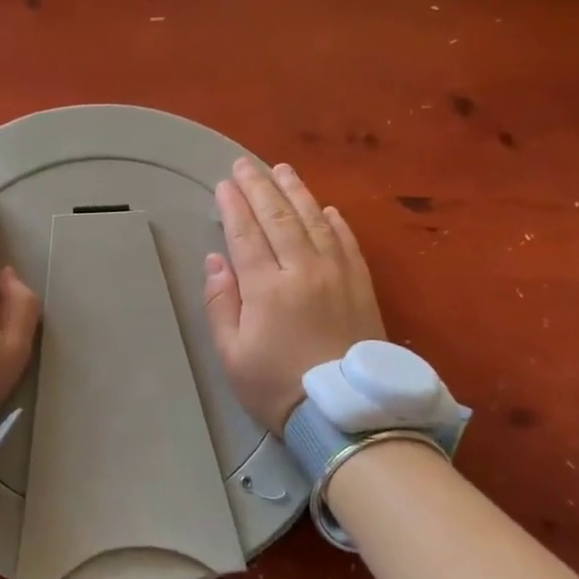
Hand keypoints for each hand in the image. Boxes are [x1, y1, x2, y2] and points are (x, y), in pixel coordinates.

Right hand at [203, 158, 385, 435]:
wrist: (347, 414)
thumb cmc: (278, 388)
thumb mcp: (232, 355)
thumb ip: (221, 304)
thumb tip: (216, 261)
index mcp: (267, 288)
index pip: (246, 234)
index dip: (233, 206)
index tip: (223, 184)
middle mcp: (304, 270)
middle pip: (279, 217)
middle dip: (259, 186)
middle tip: (245, 164)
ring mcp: (337, 275)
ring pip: (314, 221)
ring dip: (296, 192)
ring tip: (282, 169)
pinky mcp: (361, 286)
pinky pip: (347, 242)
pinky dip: (335, 221)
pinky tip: (326, 208)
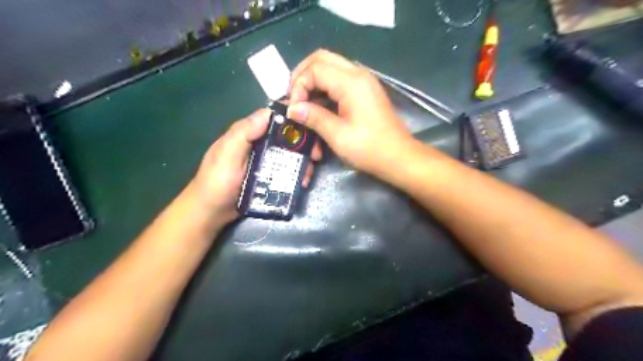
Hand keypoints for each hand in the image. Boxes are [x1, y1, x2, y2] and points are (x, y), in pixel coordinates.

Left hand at [191, 109, 320, 224]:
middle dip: (305, 144)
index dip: (294, 120)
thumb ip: (243, 133)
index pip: (275, 119)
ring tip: (308, 174)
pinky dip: (297, 174)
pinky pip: (287, 171)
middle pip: (288, 138)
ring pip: (291, 155)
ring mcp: (266, 162)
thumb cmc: (216, 181)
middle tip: (316, 156)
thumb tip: (268, 112)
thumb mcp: (226, 154)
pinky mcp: (270, 177)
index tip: (312, 127)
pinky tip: (302, 182)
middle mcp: (260, 144)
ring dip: (303, 162)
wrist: (211, 212)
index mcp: (249, 134)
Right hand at [289, 48, 414, 176]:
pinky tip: (318, 108)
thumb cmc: (370, 149)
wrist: (399, 157)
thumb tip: (292, 109)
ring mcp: (363, 81)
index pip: (315, 68)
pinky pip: (339, 80)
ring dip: (313, 82)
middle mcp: (358, 74)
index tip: (294, 108)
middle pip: (322, 59)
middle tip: (294, 98)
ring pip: (330, 67)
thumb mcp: (338, 136)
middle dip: (302, 76)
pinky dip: (324, 90)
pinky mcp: (364, 91)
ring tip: (302, 104)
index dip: (298, 85)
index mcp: (351, 83)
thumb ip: (314, 117)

**Task to complete**
Could you repeat, exactly and with nothing added, the lines from the top of the entries above through the line that holds "index dip: (233, 206)", leaving out any pictures?

**Problem solution**
Hand keypoints for each hand in the image. Boxes are [x1, y1, x2, y2] and points are (x, y), in pixel coordinates.

Right hand at [203, 158, 385, 435]:
wrist: (347, 414)
thumb cmc: (278, 388)
thumb mcp: (232, 355)
thumb ip: (221, 304)
thumb tip: (216, 261)
index mcp: (267, 288)
index pip: (246, 234)
index dip: (233, 206)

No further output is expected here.